= Bernhard Dörries =

German painter (1898–1978)

Bernhard Dörries ( May 26, 1898 – July 15, 1978) was a German painter and art writer.

He was born in Hanover. His father was the Protestant theologian Bernhard Dörries (1856–1934) and his older brother was the church historian Hermann Dörries (1895–1977).

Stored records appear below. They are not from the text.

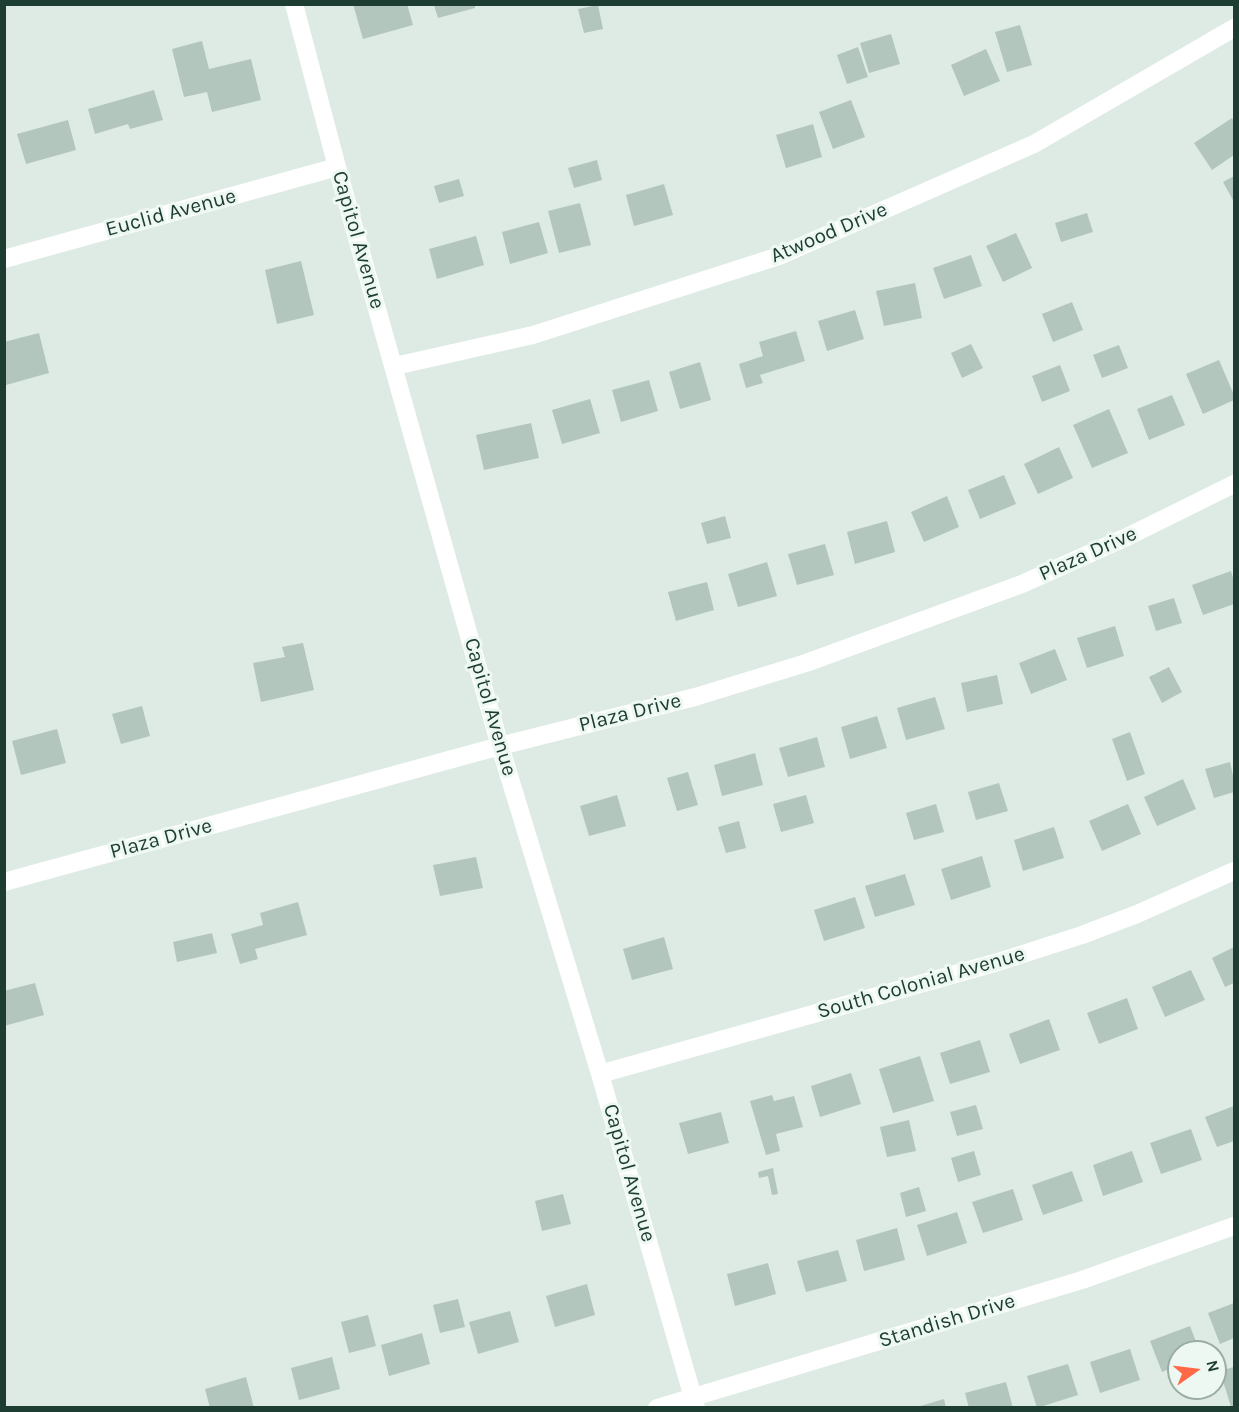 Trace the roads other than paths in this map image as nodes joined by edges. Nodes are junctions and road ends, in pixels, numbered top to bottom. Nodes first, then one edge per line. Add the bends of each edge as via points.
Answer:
1 (294, 4) edge
2 (1234, 28) edge
3 (337, 167) junction
4 (4, 260) edge
5 (395, 366) junction
6 (1234, 484) edge
7 (500, 746) junction
8 (1234, 871) edge
9 (4, 882) edge
10 (600, 1074) junction
11 (1234, 1226) edge
12 (695, 1402) edge
13 (657, 1407) edge

1 - 3 street, Capitol Avenue
2 - 5 street, Atwood Drive via 1034,144 779,256 533,335
3 - 4 street, Euclid Avenue
3 - 5 street, Capitol Avenue
5 - 7 street, Capitol Avenue
6 - 7 street, Plaza Drive via 1022,584 900,630 694,697
7 - 9 street, Plaza Drive
7 - 10 street, Capitol Avenue
8 - 10 street, South Colonial Avenue via 1137,914 998,962
10 - 12 street, Capitol Avenue
11 - 12 street, Standish Drive via 1082,1280
12 - 13 street, Standish Drive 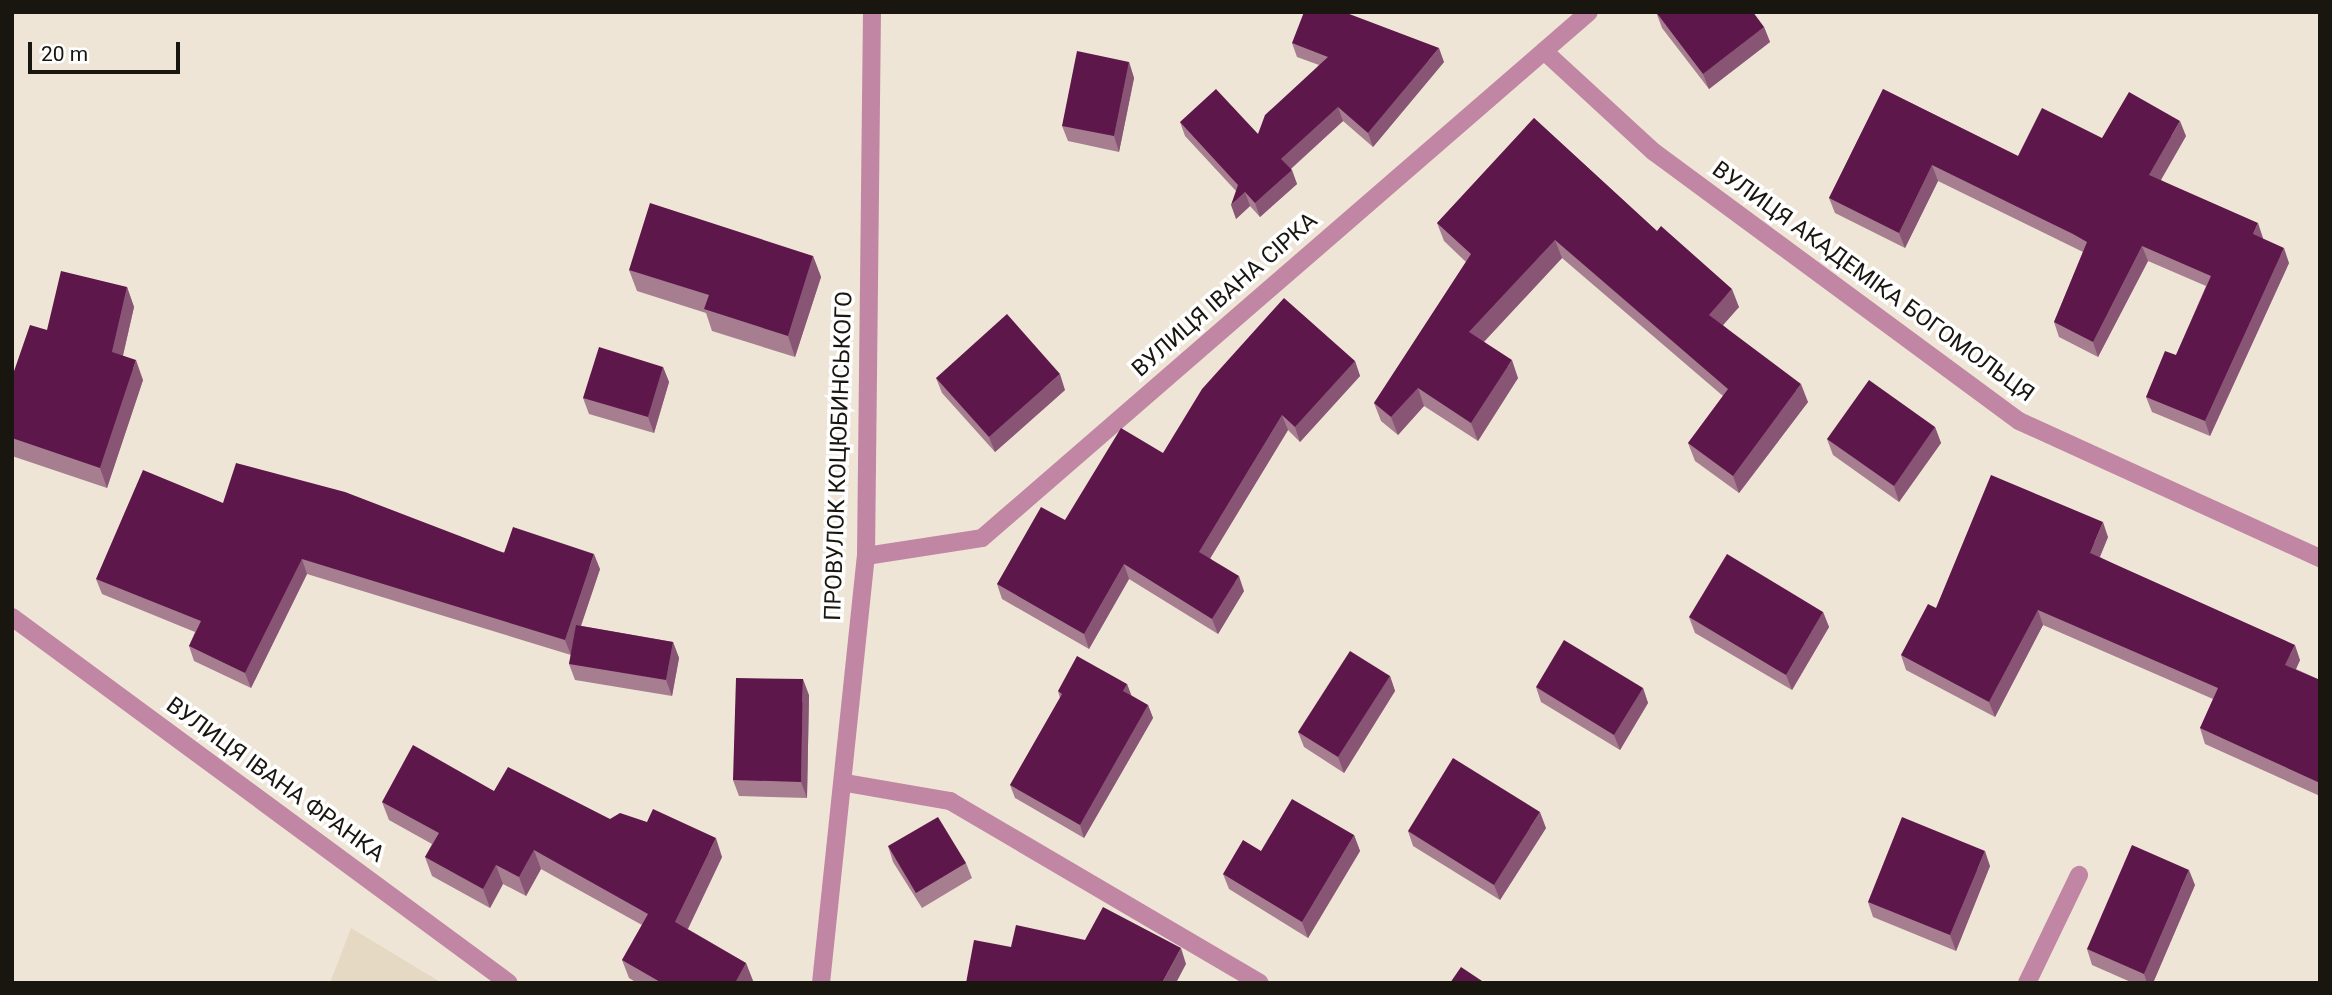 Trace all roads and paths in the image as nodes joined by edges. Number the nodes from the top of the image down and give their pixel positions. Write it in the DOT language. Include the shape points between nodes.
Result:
graph roads {
  1 [pos="872,12"];
  2 [pos="1589,12"];
  3 [pos="1544,51"];
  4 [pos="866,556"];
  5 [pos="2320,558"];
  6 [pos="12,617"];
  7 [pos="846,783"];
  8 [pos="2079,875"];
  9 [pos="509,983"];
  10 [pos="821,983"];
  11 [pos="1260,983"];
  12 [pos="2027,983"];
  1 -- 4 [label="street, ПРОВУЛОК КОЦЮБИНСЬКОГО"];
  2 -- 3 [label="street, ВУЛИЦЯ ІВАНА СІРКА"];
  3 -- 4 [label="street, ВУЛИЦЯ ІВАНА СІРКА" via="982,538"];
  3 -- 5 [label="street, ВУЛИЦЯ АКАДЕМІКА БОГОМОЛЬЦЯ" via="1654,152 2019,421"];
  4 -- 7 [label="street, ПРОВУЛОК КОЦЮБИНСЬКОГО"];
  6 -- 9 [label="street, ВУЛИЦЯ ІВАНА ФРАНКА"];
  7 -- 10 [label="street, ПРОВУЛОК КОЦЮБИНСЬКОГО"];
  7 -- 11 [label="street" via="950,801"];
  8 -- 12 [label="street"];
} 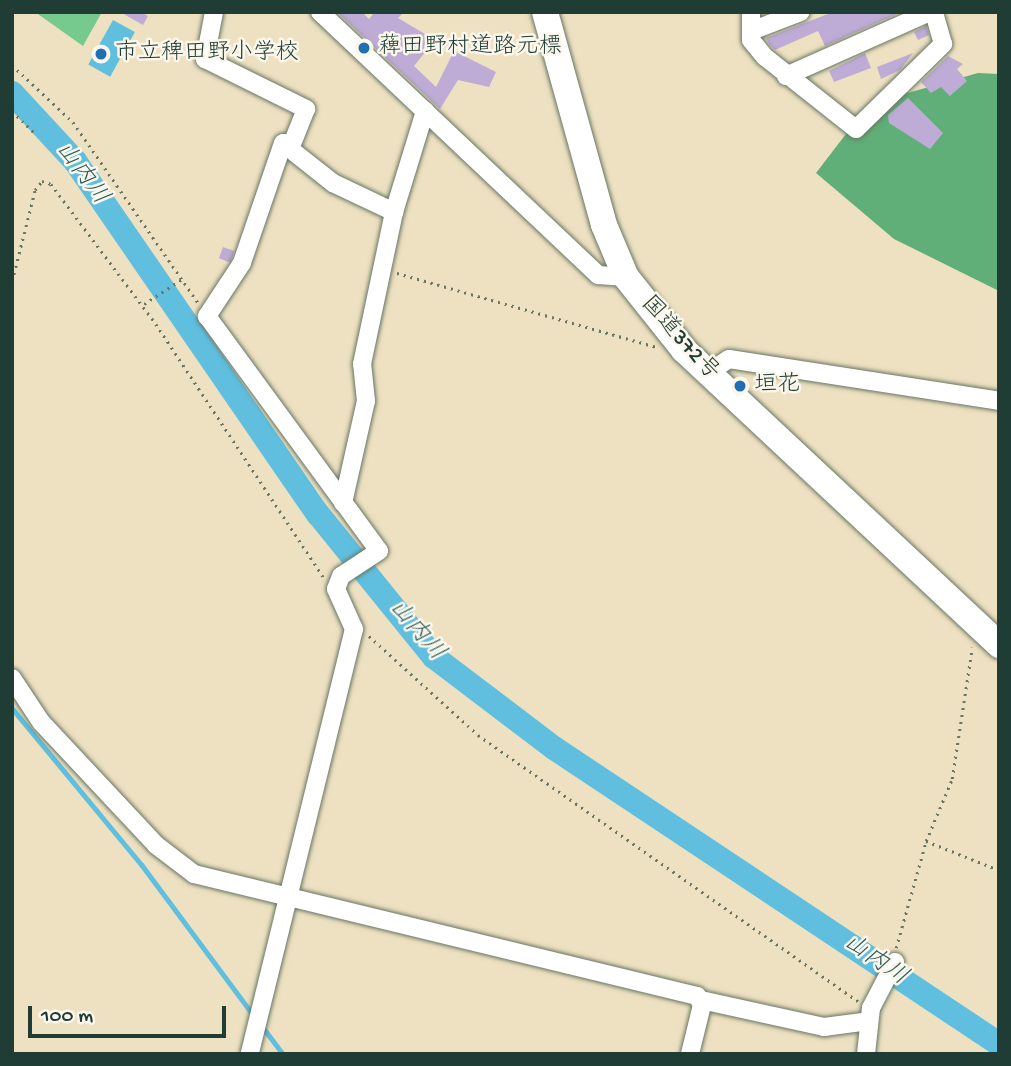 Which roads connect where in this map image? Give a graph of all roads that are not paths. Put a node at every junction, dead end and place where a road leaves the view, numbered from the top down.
1 (214, 12) edge
2 (320, 12) edge
3 (545, 12) edge
4 (751, 12) edge
5 (801, 12) edge
6 (932, 12) edge
7 (751, 31) junction
8 (786, 76) junction
9 (425, 111) junction
10 (290, 149) junction
11 (394, 212) junction
12 (626, 277) junction
13 (708, 373) junction
14 (999, 401) edge
15 (343, 503) junction
16 (999, 645) edge
17 (12, 678) edge
18 (289, 902) junction
19 (895, 962) road end
20 (701, 1000) junction
21 (870, 1014) junction
22 (250, 1054) edge
23 (690, 1054) edge
24 (866, 1054) edge

1 - 10 street
2 - 9 street
3 - 12 highway, 国道372号
4 - 7 street
5 - 7 street
6 - 8 street
6 - 8 street
7 - 8 street
9 - 11 street
9 - 12 street
10 - 11 street
10 - 15 street
11 - 15 street
12 - 13 highway, 国道372号
13 - 14 street
13 - 16 highway, 国道372号
15 - 18 street
17 - 18 street
18 - 20 street
18 - 22 street
19 - 21 street
20 - 21 street
20 - 23 street
21 - 24 street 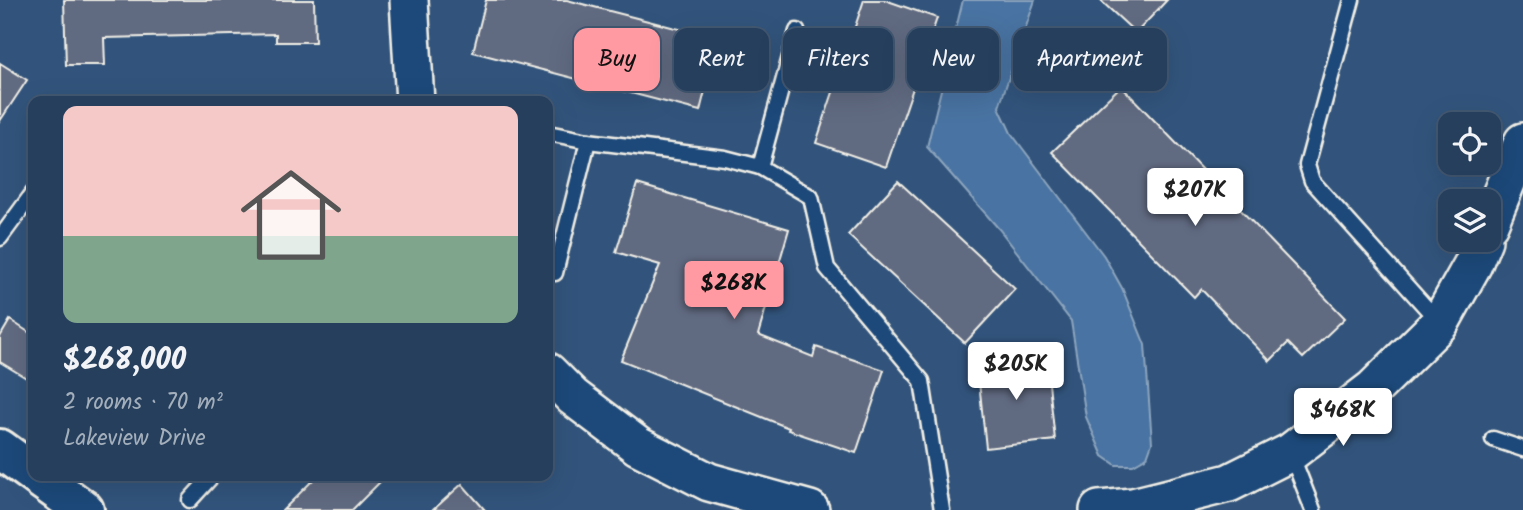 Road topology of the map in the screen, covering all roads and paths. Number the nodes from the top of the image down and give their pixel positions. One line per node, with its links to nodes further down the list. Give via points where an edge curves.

In 1917 Dörries studied architecture at the Technical University of Hanover. After he met Kurt Schwitters he began painting and studied at the Art Academy in Berlin. During study visits he traveled to Italy, Spain and France. In 1919 he became a member of the Hanover Secession. From 1924 he became a member of the Kunstverein Hannover executive board. In 1933 Dörries joined the National Socialist German Workers’ Party (NSDAP). At the Paris World Exhibition of 1937 he won a Grand Prix for a portrait of a girl. After the death of Georg Schrimpf in 1938, Dörries was appointed to replace him as a professor at the Art Academy in Berlin, a position he held until the end of World War II. From 1937 to 1944, Dörries exhibited paintings in seven German art exhibitions in Munich.

After the war, Dörries lived in Langenholtensen near Northeim until 1949 and then in Hanover. From 1955 until 1967 he was again a professor at the Berlin University of the Arts. From 1973 he was a member of the German Federation of Artists.

Dörries died on July 15, 1978, in Bielefeld.